Thousands of small businesses in England who were promised financial help to ease the burden of hikes in business rates are still waiting.
The chancellor announced a package of measures in the March Budget, including a cap for the most vulnerable firms who were facing huge hikes in their bills.
Business rates are a property tax based on rental values.
Changes to the rates came in in April after a revaluation of property values for England and Wales last year.
Although most businesses overall have seen their bills either stay the same or decrease, the government was forced to act following reports that some small companies faced rate rises of up to 3,000%.
'A real impact'
These are the so called "cliff edge" businesses which Philip Hammond promised to help.
He announced that firms losing small business rate relief - a discount given to businesses with properties below a certain rateable value - would not see their bills increase by more than £50 a month.
The government set aside £25m this year to pay for the pledge.
Whitstable florist Jane Antoniades felt a huge wave of relief when she heard her rates bill would not go up by more than £50 a month, having faced a 353% increase over five years.
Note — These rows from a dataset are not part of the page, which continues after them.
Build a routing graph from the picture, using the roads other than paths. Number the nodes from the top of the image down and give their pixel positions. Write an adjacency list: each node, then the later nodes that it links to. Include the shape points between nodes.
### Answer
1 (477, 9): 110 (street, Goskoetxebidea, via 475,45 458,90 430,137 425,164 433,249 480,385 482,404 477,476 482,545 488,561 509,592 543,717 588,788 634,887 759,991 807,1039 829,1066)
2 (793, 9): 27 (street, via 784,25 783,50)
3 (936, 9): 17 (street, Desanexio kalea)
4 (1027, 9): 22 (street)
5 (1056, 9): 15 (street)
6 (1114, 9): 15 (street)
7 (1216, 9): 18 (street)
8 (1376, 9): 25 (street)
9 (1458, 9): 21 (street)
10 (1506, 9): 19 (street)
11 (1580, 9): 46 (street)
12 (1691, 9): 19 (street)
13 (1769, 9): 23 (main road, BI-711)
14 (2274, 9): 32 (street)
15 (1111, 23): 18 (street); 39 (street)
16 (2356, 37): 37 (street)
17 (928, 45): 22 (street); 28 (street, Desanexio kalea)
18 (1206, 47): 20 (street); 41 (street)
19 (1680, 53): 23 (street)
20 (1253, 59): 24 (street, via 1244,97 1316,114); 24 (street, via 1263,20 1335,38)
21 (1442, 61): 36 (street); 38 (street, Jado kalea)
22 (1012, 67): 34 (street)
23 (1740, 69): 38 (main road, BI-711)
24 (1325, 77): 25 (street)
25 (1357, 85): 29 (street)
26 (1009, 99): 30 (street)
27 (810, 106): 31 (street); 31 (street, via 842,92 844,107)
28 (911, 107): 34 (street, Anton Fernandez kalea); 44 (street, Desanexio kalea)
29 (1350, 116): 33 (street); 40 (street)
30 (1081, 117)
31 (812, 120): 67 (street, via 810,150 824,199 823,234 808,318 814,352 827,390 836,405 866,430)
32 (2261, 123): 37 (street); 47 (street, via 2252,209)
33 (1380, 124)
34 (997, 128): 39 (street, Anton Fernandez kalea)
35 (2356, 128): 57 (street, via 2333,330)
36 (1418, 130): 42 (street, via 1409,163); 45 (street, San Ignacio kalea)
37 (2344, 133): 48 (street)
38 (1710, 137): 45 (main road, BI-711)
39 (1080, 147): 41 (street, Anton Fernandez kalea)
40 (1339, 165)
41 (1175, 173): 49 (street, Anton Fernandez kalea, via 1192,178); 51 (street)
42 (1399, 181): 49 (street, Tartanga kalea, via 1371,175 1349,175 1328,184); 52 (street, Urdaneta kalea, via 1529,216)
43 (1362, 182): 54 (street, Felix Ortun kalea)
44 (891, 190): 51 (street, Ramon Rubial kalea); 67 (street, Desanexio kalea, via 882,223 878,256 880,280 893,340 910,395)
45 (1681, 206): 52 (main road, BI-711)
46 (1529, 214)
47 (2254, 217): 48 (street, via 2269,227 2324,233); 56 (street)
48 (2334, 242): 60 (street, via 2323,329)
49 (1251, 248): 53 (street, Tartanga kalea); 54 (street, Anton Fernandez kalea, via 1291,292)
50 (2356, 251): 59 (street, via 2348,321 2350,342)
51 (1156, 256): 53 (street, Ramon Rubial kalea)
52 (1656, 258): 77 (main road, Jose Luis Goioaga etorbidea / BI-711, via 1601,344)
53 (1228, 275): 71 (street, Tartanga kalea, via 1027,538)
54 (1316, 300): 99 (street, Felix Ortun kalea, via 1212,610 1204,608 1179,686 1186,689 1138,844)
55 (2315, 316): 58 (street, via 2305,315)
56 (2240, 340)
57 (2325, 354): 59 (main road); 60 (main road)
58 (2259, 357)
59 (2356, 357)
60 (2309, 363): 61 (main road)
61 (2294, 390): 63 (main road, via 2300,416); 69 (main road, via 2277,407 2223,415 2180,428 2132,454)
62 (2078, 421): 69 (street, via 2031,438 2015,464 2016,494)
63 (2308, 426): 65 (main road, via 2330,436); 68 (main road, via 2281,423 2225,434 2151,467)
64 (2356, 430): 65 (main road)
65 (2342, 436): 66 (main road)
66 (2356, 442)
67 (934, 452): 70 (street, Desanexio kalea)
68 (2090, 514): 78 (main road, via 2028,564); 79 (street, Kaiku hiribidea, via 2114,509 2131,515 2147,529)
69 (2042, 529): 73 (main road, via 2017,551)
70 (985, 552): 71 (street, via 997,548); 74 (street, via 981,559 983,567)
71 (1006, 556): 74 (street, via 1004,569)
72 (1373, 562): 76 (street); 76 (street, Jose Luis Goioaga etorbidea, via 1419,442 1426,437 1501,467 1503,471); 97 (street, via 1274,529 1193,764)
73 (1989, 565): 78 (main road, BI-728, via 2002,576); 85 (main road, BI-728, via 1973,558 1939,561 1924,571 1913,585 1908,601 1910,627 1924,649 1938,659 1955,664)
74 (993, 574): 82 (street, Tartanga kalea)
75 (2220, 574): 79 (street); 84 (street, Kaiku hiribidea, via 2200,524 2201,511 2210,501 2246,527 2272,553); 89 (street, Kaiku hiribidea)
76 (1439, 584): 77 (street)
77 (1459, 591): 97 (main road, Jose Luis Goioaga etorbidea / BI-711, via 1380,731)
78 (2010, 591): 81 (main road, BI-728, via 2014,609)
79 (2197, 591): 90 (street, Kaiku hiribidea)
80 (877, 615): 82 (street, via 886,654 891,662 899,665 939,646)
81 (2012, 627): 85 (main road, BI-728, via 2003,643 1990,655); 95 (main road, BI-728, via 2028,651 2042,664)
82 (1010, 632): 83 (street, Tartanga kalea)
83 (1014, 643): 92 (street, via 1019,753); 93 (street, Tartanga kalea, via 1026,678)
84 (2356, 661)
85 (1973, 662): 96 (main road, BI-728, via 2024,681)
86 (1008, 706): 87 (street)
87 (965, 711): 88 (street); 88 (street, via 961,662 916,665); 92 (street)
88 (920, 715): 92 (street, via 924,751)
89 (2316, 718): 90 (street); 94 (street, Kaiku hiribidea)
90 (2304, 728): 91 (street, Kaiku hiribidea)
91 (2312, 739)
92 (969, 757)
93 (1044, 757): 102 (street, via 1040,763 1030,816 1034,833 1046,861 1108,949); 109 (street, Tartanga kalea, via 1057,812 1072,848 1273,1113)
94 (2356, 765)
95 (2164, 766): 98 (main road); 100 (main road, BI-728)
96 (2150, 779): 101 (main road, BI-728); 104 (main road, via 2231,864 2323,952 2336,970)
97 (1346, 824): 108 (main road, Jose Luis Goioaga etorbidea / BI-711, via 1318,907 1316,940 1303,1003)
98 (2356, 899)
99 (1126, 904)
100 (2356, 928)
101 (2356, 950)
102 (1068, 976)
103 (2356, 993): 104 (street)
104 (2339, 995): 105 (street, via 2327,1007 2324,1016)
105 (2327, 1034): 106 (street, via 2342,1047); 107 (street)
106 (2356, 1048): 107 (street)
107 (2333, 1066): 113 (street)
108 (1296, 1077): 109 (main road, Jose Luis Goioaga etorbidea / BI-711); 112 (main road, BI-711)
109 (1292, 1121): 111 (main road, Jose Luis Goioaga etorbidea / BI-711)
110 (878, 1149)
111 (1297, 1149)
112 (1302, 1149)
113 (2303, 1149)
But nearly three months on since the start of the new tax regime in April, she's still waiting for her bill to be adjusted.
"So far I've had to pay £437.08 per month, instead of just over £200. It's a huge difference.
"We haven't got the capacity to pay this extra money. It's going to have a real impact on our business if we can't claw this money back soon and start paying the right amount," says Jane.
She's not alone.
According to rates specialist, CVS, 24,986 small businesses have lost all, or part, of their small business rates relief.
Despite Mr Hammond's announcement, the money has yet to flow to most, if not all, of these businesses which are in need of the greatest support.
So why the delay?
For starters, the government's U-turn on rates was announced after the new bills were already printed and just days before they were posted.
Canterbury Council said it was working to update its system to enable new bills to be sent out.
But councils across England have told the BBC that they have been awaiting further guidance from the Department for Communities and Local Government (DCLG).
Although local authorities are legally able to go ahead and adjust existing bills, without the necessary published guidance from government they have no guarantee they will receive the money back from Whitehall.
And the general election has held things up.
"A common sense approach here is needed," says Mark Rigby, Chief Executive of CVS.
"The money to help those most in need is coming from the government and there is no reason why revised tax demands shouldn't have been sent out by local councils by now.
"These delays are simply causing panic, confusion and alarm for small firms,"
Councils have been left in limbo and have been pushing the government for guidance.
But within the last few days, the DCLG has written to local authority chief financial officers in England with the necessary guidance.
Help is coming
A Local Government Association spokesperson said: "After receiving guidance, councils have now been able to begin working with businesses in their local areas to identify those eligible for this new discretionary relief funding."
A spokesperson for the DCLG also confirmed that help should soon be on the way.
"We have also published guidance on the additional relief available to support small businesses and have encouraged local authorities to inform businesses that are eligible as soon as possible."
That can't come soon enough for Jane and her small flower shop. Like other rate payers, she's got another big bill in the next few days.
"How long are they going to hold on to my money?
"We need this relief now. The rates system is such a problem for the whole High Street, and it's small independent traders who are bearing the brunt."